Top of GIVEN INFORMATION

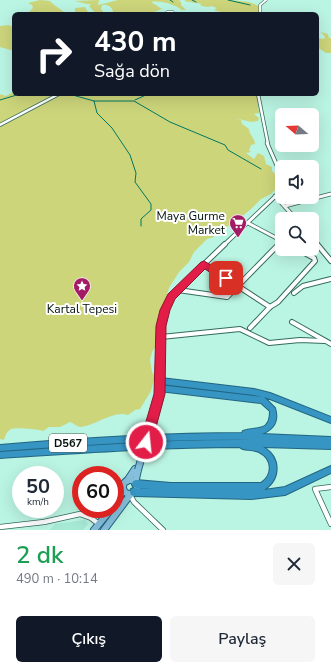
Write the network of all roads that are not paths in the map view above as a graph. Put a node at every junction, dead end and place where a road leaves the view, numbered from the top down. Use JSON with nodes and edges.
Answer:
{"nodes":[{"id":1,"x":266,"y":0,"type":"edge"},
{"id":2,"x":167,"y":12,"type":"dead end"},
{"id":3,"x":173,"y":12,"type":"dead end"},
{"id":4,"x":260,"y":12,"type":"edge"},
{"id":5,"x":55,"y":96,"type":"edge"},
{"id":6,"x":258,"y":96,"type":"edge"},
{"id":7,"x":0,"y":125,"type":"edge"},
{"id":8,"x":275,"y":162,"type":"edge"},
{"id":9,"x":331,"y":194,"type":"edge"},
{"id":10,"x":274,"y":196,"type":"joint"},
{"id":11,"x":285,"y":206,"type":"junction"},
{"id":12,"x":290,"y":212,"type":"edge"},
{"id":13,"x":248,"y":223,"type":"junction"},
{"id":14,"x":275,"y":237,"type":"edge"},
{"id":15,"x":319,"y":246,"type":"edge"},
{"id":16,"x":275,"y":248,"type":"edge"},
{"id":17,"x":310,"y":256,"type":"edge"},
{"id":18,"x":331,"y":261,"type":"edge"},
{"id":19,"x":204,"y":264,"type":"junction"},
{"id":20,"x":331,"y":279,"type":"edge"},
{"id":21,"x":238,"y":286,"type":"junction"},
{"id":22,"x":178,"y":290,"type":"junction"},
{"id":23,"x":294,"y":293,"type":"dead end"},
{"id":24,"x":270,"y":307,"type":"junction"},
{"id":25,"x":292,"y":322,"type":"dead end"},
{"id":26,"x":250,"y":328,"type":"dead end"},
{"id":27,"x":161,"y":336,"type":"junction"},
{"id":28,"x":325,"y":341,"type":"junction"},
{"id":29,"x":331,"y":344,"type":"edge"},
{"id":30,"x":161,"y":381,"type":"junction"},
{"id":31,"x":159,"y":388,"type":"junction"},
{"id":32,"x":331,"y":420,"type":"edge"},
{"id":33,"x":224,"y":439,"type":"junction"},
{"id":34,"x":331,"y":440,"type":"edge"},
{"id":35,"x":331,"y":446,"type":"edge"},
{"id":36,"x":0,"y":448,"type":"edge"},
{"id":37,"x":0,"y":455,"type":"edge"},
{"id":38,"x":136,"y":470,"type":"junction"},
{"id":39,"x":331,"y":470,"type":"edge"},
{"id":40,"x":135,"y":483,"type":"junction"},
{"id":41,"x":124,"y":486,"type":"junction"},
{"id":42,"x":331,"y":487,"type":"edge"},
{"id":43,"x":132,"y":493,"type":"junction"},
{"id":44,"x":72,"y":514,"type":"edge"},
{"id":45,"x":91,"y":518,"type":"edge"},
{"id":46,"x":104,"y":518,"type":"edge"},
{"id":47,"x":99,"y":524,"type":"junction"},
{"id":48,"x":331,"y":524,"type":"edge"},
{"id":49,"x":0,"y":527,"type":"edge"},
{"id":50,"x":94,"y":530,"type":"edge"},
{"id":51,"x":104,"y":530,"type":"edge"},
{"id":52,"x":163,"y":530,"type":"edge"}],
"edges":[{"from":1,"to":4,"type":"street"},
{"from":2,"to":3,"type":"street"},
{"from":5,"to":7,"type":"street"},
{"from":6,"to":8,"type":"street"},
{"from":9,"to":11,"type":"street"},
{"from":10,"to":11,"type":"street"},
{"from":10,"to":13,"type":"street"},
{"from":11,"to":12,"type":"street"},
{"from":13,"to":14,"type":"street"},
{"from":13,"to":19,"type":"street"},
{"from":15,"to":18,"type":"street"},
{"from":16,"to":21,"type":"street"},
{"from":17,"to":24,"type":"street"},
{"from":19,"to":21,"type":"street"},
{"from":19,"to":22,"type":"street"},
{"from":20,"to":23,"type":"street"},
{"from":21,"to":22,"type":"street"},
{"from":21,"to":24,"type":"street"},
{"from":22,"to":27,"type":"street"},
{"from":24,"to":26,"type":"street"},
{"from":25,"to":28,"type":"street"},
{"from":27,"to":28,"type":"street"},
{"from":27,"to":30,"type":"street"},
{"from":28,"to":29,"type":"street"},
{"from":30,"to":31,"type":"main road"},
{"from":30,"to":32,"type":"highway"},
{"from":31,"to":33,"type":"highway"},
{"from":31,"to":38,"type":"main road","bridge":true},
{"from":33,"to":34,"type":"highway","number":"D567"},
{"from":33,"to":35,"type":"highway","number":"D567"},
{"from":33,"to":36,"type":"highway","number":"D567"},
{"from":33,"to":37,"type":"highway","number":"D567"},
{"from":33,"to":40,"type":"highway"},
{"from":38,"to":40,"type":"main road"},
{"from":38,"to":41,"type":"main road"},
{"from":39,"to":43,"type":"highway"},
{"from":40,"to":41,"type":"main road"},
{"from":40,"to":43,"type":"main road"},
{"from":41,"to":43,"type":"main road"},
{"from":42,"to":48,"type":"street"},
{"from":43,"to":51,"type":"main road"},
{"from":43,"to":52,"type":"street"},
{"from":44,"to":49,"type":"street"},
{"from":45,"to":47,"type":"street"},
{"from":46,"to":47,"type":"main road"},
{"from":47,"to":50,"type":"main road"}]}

Bottom of GIVEN INFORMATION

● WHAT NEEDS TO BE DONE:
Would you copy all the material exactly, dropping the pictures?

● WORKED SOLUTION:
Write the network of all roads that are not paths in the map view above as a graph. Put a node at every junction, dead end and place where a road leaves the view, numbered from the top down. Use JSON with nodes and edges.
Answer:
{"nodes":[{"id":1,"x":266,"y":0,"type":"edge"},
{"id":2,"x":167,"y":12,"type":"dead end"},
{"id":3,"x":173,"y":12,"type":"dead end"},
{"id":4,"x":260,"y":12,"type":"edge"},
{"id":5,"x":55,"y":96,"type":"edge"},
{"id":6,"x":258,"y":96,"type":"edge"},
{"id":7,"x":0,"y":125,"type":"edge"},
{"id":8,"x":275,"y":162,"type":"edge"},
{"id":9,"x":331,"y":194,"type":"edge"},
{"id":10,"x":274,"y":196,"type":"joint"},
{"id":11,"x":285,"y":206,"type":"junction"},
{"id":12,"x":290,"y":212,"type":"edge"},
{"id":13,"x":248,"y":223,"type":"junction"},
{"id":14,"x":275,"y":237,"type":"edge"},
{"id":15,"x":319,"y":246,"type":"edge"},
{"id":16,"x":275,"y":248,"type":"edge"},
{"id":17,"x":310,"y":256,"type":"edge"},
{"id":18,"x":331,"y":261,"type":"edge"},
{"id":19,"x":204,"y":264,"type":"junction"},
{"id":20,"x":331,"y":279,"type":"edge"},
{"id":21,"x":238,"y":286,"type":"junction"},
{"id":22,"x":178,"y":290,"type":"junction"},
{"id":23,"x":294,"y":293,"type":"dead end"},
{"id":24,"x":270,"y":307,"type":"junction"},
{"id":25,"x":292,"y":322,"type":"dead end"},
{"id":26,"x":250,"y":328,"type":"dead end"},
{"id":27,"x":161,"y":336,"type":"junction"},
{"id":28,"x":325,"y":341,"type":"junction"},
{"id":29,"x":331,"y":344,"type":"edge"},
{"id":30,"x":161,"y":381,"type":"junction"},
{"id":31,"x":159,"y":388,"type":"junction"},
{"id":32,"x":331,"y":420,"type":"edge"},
{"id":33,"x":224,"y":439,"type":"junction"},
{"id":34,"x":331,"y":440,"type":"edge"},
{"id":35,"x":331,"y":446,"type":"edge"},
{"id":36,"x":0,"y":448,"type":"edge"},
{"id":37,"x":0,"y":455,"type":"edge"},
{"id":38,"x":136,"y":470,"type":"junction"},
{"id":39,"x":331,"y":470,"type":"edge"},
{"id":40,"x":135,"y":483,"type":"junction"},
{"id":41,"x":124,"y":486,"type":"junction"},
{"id":42,"x":331,"y":487,"type":"edge"},
{"id":43,"x":132,"y":493,"type":"junction"},
{"id":44,"x":72,"y":514,"type":"edge"},
{"id":45,"x":91,"y":518,"type":"edge"},
{"id":46,"x":104,"y":518,"type":"edge"},
{"id":47,"x":99,"y":524,"type":"junction"},
{"id":48,"x":331,"y":524,"type":"edge"},
{"id":49,"x":0,"y":527,"type":"edge"},
{"id":50,"x":94,"y":530,"type":"edge"},
{"id":51,"x":104,"y":530,"type":"edge"},
{"id":52,"x":163,"y":530,"type":"edge"}],
"edges":[{"from":1,"to":4,"type":"street"},
{"from":2,"to":3,"type":"street"},
{"from":5,"to":7,"type":"street"},
{"from":6,"to":8,"type":"street"},
{"from":9,"to":11,"type":"street"},
{"from":10,"to":11,"type":"street"},
{"from":10,"to":13,"type":"street"},
{"from":11,"to":12,"type":"street"},
{"from":13,"to":14,"type":"street"},
{"from":13,"to":19,"type":"street"},
{"from":15,"to":18,"type":"street"},
{"from":16,"to":21,"type":"street"},
{"from":17,"to":24,"type":"street"},
{"from":19,"to":21,"type":"street"},
{"from":19,"to":22,"type":"street"},
{"from":20,"to":23,"type":"street"},
{"from":21,"to":22,"type":"street"},
{"from":21,"to":24,"type":"street"},
{"from":22,"to":27,"type":"street"},
{"from":24,"to":26,"type":"street"},
{"from":25,"to":28,"type":"street"},
{"from":27,"to":28,"type":"street"},
{"from":27,"to":30,"type":"street"},
{"from":28,"to":29,"type":"street"},
{"from":30,"to":31,"type":"main road"},
{"from":30,"to":32,"type":"highway"},
{"from":31,"to":33,"type":"highway"},
{"from":31,"to":38,"type":"main road","bridge":true},
{"from":33,"to":34,"type":"highway","number":"D567"},
{"from":33,"to":35,"type":"highway","number":"D567"},
{"from":33,"to":36,"type":"highway","number":"D567"},
{"from":33,"to":37,"type":"highway","number":"D567"},
{"from":33,"to":40,"type":"highway"},
{"from":38,"to":40,"type":"main road"},
{"from":38,"to":41,"type":"main road"},
{"from":39,"to":43,"type":"highway"},
{"from":40,"to":41,"type":"main road"},
{"from":40,"to":43,"type":"main road"},
{"from":41,"to":43,"type":"main road"},
{"from":42,"to":48,"type":"street"},
{"from":43,"to":51,"type":"main road"},
{"from":43,"to":52,"type":"street"},
{"from":44,"to":49,"type":"street"},
{"from":45,"to":47,"type":"street"},
{"from":46,"to":47,"type":"main road"},
{"from":47,"to":50,"type":"main road"}]}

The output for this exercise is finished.